|2016 U.S. Presidential Scholar Danielle Newton (second from left) with other U.S. Presidential Scholars from Colorado, New Mexico, Arizona and Utah.|
Danielle Newton, a 2016 graduate of Eaglecrest High School, says her recent trip to Washington D.C. was “a huge, humbling experience.” Newton, who is a 2016 U.S. Presidential Scholar, traveled to the nation’s capital to receive her Presidential Scholar Medallion, along with 159 other Presidential Scholars from across the country.
“Every scholar that I shared a conversation with was so accomplished and so intelligent,” Newton said. “It was an amazing feeling to share a weekend with such down to earth, talented and kind students from all across the United States. I met friends I will have for a lifetime.”
To be selected as a U.S. Presidential Scholar, students must demonstrate outstanding academic achievement, artistic excellence, leadership, citizenship, service and contribution to school and community. Inclusion in the U.S. Presidential Scholars Program is one of the highest honors bestowed upon graduating high school seniors.
During her time in Washington D.C., Newton got to visit the U.S. Capitol and meet members of Colorado’s congressional delegation. She also visited the White House.
“Although we didn't get to meet President Obama, we did get to meet and speak with Senator Tim Kaine, who is now Hillary Clinton's running mate, during a panel discussion about education in America,” Newton said. “This was my first time in D.C., so I also dedicated a lot of time to sightseeing and touring the nation's capital. Each monument took my breath away, and I cannot wait to go back someday and discover more!”
This fall Newton will attend Princeton University where she will study molecular biology. She plans to pursue a career in medical research.
“I picture myself working in a lab… Researching cures for diseases is kind of my dream,” Newton said.

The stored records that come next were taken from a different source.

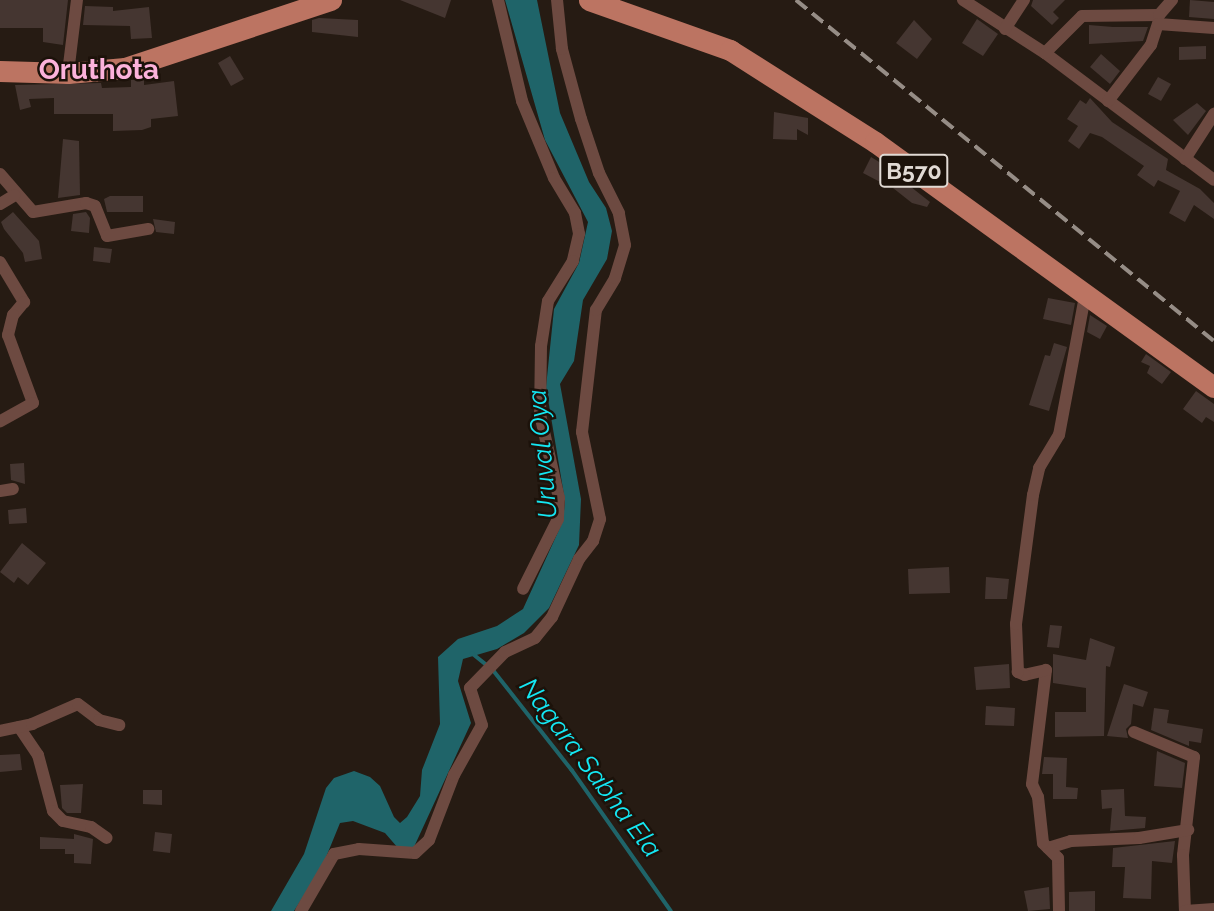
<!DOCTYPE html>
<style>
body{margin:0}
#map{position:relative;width:1214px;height:911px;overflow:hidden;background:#261b13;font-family:Raleway,sans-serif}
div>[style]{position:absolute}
.water>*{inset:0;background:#1f6469}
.stream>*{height:3.5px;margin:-1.75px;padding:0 1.75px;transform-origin:1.75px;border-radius:1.75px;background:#1f6469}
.building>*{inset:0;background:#453631}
.street>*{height:12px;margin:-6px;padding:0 6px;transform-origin:6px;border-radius:6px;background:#6d4a41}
.primary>*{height:21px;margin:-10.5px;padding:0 10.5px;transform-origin:10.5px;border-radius:10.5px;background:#bc7462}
.rail>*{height:3.5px;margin-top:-1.75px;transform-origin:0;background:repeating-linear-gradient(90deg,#968d86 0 14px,transparent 0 21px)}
span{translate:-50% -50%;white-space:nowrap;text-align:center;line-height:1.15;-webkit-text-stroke:5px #1c120a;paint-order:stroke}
.shield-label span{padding:2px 5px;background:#1c120a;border:2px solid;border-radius:5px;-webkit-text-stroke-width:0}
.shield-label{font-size:23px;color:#e1dad4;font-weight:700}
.water-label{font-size:26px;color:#14e7f3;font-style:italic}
.quarter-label{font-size:28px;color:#fcb2db;font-weight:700}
</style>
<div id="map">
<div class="water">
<i style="clip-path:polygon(505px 0,537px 0,560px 113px,589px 182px,606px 208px,612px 231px,607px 259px,583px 300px,574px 361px,560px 384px,581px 499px,579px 545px,549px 608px,524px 633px,497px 649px,463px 659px,458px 681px,471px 723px,414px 847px,398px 848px,385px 833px,353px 821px,340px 823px,322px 867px,294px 911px,271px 911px,304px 854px,326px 788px,334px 778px,354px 771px,370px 777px,380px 786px,394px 817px,400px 823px,407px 817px,420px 796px,422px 770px,440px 724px,438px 657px,458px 639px,497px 626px,523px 609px,563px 521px,565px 501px,546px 387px,554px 309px,579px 263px,588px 222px,545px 140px)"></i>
</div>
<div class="stream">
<i style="left:472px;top:653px;width:28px;rotate:39deg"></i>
<i style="left:494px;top:671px;width:126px;rotate:51.8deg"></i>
<i style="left:572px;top:770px;width:172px;rotate:54.9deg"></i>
</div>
<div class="building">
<i style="clip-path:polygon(0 0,68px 0,63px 45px,43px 42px,43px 28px,0 28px)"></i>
<i style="clip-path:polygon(400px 0,451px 0,445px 18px)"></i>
<i style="clip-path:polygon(1033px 0,1065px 0,1053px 12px,1059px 18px,1052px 25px,1031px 6px)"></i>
<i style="clip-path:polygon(1190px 0,1214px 2px,1214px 19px,1189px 17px)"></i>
<i style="clip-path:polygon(85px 6px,113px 7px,113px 11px,149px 7px,152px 38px,131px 39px,130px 26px,83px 25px)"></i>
<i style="clip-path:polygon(319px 18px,358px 20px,358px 37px,312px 32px,312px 20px)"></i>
<i style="clip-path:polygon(977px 19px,998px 34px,983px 56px,962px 43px)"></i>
<i style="clip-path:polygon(914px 20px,932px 39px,917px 59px,896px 43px)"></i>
<i style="clip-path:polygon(1089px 25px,1113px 27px,1148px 27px,1143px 41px,1089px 44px)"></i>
<i style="clip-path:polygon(1206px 46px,1206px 59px,1179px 60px,1179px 47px)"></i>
<i style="clip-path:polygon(1101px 54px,1120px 71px,1110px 84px,1090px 67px)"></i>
<i style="clip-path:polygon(230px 56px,244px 79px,231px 86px,218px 63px)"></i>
<i style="clip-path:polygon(1158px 77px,1171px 84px,1161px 101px,1148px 94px)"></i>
<i style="clip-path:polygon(144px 79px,144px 85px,174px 81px,178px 116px,151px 119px,151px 127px,142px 130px,113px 131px,113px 114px,54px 114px,54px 98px,29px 99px,31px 107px,20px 110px,15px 85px,101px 83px,102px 88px,131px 87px,131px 80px)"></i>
<i style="clip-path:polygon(1090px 98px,1112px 122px,1168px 159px,1166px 170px,1200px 189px,1214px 203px,1214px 219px,1194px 205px,1185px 222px,1169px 213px,1180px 191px,1158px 180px,1154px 187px,1137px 175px,1144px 166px,1102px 137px,1090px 133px,1079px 149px,1068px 141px,1078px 126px,1067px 119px,1080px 100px,1086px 104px)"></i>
<i style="clip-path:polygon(1197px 103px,1206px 111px,1188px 135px,1173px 120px)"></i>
<i style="clip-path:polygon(774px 112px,808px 118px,808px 135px,797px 129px,797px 140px,773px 139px)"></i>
<i style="clip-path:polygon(63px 139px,79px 141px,80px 195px,58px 198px)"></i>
<i style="clip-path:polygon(871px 157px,889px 168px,882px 183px,863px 173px)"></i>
<i style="clip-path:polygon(906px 183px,930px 202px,927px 207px,912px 203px,893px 188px)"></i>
<i style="clip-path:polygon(110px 196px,143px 196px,143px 212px,107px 212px,104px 199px)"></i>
<i style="clip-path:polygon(13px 212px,39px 241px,42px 259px,25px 262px,23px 253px,4px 229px,1px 222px)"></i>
<i style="clip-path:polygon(86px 212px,90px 218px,89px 233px,71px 231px,73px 214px)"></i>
<i style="clip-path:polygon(153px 219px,175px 222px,174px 234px,156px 232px)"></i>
<i style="clip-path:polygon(94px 247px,112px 249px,110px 263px,93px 261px)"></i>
<i style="clip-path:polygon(1048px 298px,1075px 303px,1071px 325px,1043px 319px)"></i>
<i style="clip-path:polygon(1090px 315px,1107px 326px,1100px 339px,1087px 332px)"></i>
<i style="clip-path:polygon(1054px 343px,1067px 347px,1049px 411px,1029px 405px,1045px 355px,1050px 356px)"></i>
<i style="clip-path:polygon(1146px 354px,1171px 372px,1162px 384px,1147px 373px,1150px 366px,1141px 362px)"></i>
<i style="clip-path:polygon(1196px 391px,1214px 404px,1214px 422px,1206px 417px,1202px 423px,1183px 409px)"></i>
<i style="clip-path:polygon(24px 463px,25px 484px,11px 480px,10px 464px)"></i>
<i style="clip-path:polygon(26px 508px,27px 523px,9px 524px,8px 510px)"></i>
<i style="clip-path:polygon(22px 543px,46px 563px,28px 585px,18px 577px,14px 583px,0 572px)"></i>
<i style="clip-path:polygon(949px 567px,950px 593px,909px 594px,908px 569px)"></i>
<i style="clip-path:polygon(986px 577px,1009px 579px,1007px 599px,985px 599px)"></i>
<i style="clip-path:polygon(1050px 625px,1062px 626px,1059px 648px,1047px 647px)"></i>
<i style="clip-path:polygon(1090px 638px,1115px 647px,1110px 667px,1106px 666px,1104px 736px,1055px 737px,1055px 712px,1086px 712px,1086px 688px,1053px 683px,1053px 654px,1086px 660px)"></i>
<i style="clip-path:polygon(1009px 664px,1010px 688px,976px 690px,974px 667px)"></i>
<i style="clip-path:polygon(1124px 684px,1148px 692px,1143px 707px,1133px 704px,1131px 724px,1126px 729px,1128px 738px,1107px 736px)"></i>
<i style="clip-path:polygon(986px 706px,1015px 708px,1014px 726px,985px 725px)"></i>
<i style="clip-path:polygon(1154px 708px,1169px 710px,1167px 723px,1203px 729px,1201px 743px,1189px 741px,1189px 746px,1151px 730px)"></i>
<i style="clip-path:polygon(1157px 751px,1185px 763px,1182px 788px,1154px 786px)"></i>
<i style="clip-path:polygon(20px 754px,22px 770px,0 772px,0 755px)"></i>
<i style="clip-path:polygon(1044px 757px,1067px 758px,1066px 787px,1078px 788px,1077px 799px,1053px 799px,1053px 774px,1042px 774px)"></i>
<i style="clip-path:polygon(83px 784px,81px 813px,67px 813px,62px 808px,60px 785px)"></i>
<i style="clip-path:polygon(1124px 789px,1125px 816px,1146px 817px,1145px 828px,1110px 831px,1112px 808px,1102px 809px,1101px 790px)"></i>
<i style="clip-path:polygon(143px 790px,162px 790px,162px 805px,143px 804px)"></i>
<i style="clip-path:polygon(155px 832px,172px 834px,170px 853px,153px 851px)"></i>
<i style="clip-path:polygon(74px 834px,93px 839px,91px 864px,74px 863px,74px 854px,65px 854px,65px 849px,40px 849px,40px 837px,74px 839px)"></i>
<i style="clip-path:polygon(1175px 841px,1172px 863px,1152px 861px,1151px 899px,1123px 898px,1125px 867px,1112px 867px,1113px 848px)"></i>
<i style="clip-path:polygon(1049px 887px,1050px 909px,1028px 911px,1024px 891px)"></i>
<i style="clip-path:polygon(1095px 891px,1095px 911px,1069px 911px,1069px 892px)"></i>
</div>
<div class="street">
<i style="left:498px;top:0;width:104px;rotate:76.6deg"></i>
<i style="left:522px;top:101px;width:83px;rotate:67.4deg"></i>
<i style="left:554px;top:178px;width:41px;rotate:59deg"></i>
<i style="left:575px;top:213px;width:21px;rotate:79deg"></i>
<i style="left:579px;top:234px;width:28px;rotate:103deg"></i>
<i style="left:573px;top:261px;width:47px;rotate:122deg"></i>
<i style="left:548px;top:301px;width:46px;rotate:98.8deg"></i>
<i style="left:541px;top:346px;width:68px;rotate:90.8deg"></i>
<i style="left:540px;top:414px;width:86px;rotate:77.3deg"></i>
<i style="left:559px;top:498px;width:21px;rotate:93deg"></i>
<i style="left:558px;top:519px;width:78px;rotate:116.6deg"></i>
<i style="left:963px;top:0;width:98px;rotate:32.9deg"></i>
<i style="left:1045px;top:53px;width:211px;rotate:36.9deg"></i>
<i style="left:1005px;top:29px;width:35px;rotate:-57deg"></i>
<i style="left:1045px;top:53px;width:52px;rotate:-45deg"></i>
<i style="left:1082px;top:16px;width:77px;rotate:-0.7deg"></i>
<i style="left:1159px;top:15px;width:20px;rotate:-49deg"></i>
<i style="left:68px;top:73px;width:74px;rotate:-83deg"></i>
<i style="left:1108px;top:101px;width:71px;rotate:-52.5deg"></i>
<i style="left:1151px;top:45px;width:22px;rotate:-72deg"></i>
<i style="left:1158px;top:24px;width:56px;rotate:4.1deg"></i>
<i style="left:1185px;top:159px;width:54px;rotate:-57.2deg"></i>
<i style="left:0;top:174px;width:50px;rotate:49deg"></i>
<i style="left:33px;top:212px;width:54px;rotate:-9.6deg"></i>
<i style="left:86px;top:203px;width:9px;rotate:18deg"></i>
<i style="left:95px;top:206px;width:32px;rotate:68deg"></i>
<i style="left:107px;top:236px;width:42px;rotate:-9.7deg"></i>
<i style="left:0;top:204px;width:17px;rotate:-31deg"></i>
<i style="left:0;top:262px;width:47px;rotate:59deg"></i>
<i style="left:24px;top:302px;width:17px;rotate:130deg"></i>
<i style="left:13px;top:315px;width:21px;rotate:104deg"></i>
<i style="left:8px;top:335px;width:72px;rotate:69.8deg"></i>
<i style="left:33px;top:403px;width:38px;rotate:151deg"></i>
<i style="left:0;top:491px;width:13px;rotate:-9deg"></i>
<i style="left:19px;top:727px;width:34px;rotate:56deg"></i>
<i style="left:38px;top:755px;width:58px;rotate:75deg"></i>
<i style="left:53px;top:811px;width:14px;rotate:45deg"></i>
<i style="left:63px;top:821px;width:29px;rotate:12deg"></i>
<i style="left:91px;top:827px;width:19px;rotate:35deg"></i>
<i style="left:0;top:731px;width:33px;rotate:-12deg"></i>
<i style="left:32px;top:724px;width:50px;rotate:-23.5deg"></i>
<i style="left:78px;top:704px;width:26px;rotate:37deg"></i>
<i style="left:99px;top:720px;width:21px;rotate:14deg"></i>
<i style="left:1134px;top:732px;width:65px;rotate:22.6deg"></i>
<i style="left:1194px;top:757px;width:99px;rotate:96.4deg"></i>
<i style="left:1183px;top:855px;width:56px;rotate:88deg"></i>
<i style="left:1048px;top:848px;width:24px;rotate:-17deg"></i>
<i style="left:1071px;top:841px;width:68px;rotate:-2.5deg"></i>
<i style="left:1139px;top:838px;width:50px;rotate:-9.3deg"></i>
<i style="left:301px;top:911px;width:66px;rotate:-59.9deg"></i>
<i style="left:334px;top:854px;width:25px;rotate:-11deg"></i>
<i style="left:359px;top:849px;width:56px;rotate:4.1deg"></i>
<i style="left:415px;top:853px;width:19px;rotate:-43deg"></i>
<i style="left:429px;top:840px;width:70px;rotate:-69deg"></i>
<i style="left:454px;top:775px;width:57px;rotate:-60.8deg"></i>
<i style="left:482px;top:725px;width:39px;rotate:-108deg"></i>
<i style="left:470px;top:688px;width:50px;rotate:-45.8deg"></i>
<i style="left:505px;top:652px;width:33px;rotate:-25deg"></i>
<i style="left:535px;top:638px;width:27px;rotate:-51deg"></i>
<i style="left:552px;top:617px;width:64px;rotate:-65deg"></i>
<i style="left:579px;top:559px;width:23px;rotate:-52deg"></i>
<i style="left:593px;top:541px;width:23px;rotate:-72deg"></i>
<i style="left:600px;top:519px;width:89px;rotate:-101.7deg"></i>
<i style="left:582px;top:432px;width:123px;rotate:-83.5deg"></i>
<i style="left:596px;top:310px;width:37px;rotate:-59deg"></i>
<i style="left:615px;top:278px;width:34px;rotate:-73deg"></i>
<i style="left:625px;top:245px;width:33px;rotate:-101deg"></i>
<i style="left:619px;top:213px;width:45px;rotate:-116.6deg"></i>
<i style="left:599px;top:173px;width:57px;rotate:-108.4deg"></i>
<i style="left:581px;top:119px;width:73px;rotate:-105.2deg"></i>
<i style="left:562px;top:49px;width:49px;rotate:-95.8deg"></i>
<i style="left:1059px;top:911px;width:53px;rotate:-91.1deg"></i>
<i style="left:1058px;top:858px;width:21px;rotate:-135deg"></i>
<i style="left:1043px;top:843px;width:46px;rotate:-96.2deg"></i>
<i style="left:1038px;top:797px;width:14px;rotate:-115deg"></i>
<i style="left:1032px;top:784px;width:115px;rotate:-83deg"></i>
<i style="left:1046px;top:670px;width:22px;rotate:167deg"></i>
<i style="left:1025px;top:675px;width:8px;rotate:-157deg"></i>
<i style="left:1018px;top:672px;width:48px;rotate:-92.4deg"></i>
<i style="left:1016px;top:624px;width:130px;rotate:-82.5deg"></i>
<i style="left:1033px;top:495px;width:28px;rotate:-77deg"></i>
<i style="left:1039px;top:468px;width:39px;rotate:-59deg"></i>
<i style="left:1059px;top:435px;width:141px;rotate:-79.4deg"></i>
<i style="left:1185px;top:911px;width:29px;rotate:-4deg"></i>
</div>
<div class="primary">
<i style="left:589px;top:0;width:150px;rotate:19.5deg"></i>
<i style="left:730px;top:50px;width:172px;rotate:32.4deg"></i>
<i style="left:875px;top:142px;width:418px;rotate:35.9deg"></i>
<i style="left:0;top:71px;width:68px;rotate:1.7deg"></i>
<i style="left:68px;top:73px;width:57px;rotate:-5deg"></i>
<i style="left:125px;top:68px;width:217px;rotate:-18.3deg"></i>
</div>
<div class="rail">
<i style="left:796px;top:0;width:539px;rotate:39.21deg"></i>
</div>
<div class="shield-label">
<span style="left:914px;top:171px">B570</span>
</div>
<div class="water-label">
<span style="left:543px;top:454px;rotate:-95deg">Uruval Oya</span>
<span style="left:590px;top:768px;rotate:53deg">Nagara Sabha Ela</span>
</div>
<div class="quarter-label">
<span style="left:99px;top:70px">Oruthota</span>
</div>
</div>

Created in 1964, the U.S. Presidential Scholars Program has honored almost 7,000 of the nation’s top-performing students with the prestigious award given to honorees during the annual ceremony in D.C. The program was expanded in 1979 to recognize students who demonstrate exceptional talent in the visual, literary and performing arts. In 2015, the program was again extended to recognize students who demonstrate ability and accomplishment in career and technical education fields.
The 2016 U.S. Presidential Scholars group comprise one young man and one young woman from each state, the District of Columbia and Puerto Rico, and from U.S. families living abroad. The group also includes 15 chosen at-large, 20 U.S. Presidential Scholars in the Arts, and for the first time, 20 U.S. Presidential Scholars in Career and Technical Education.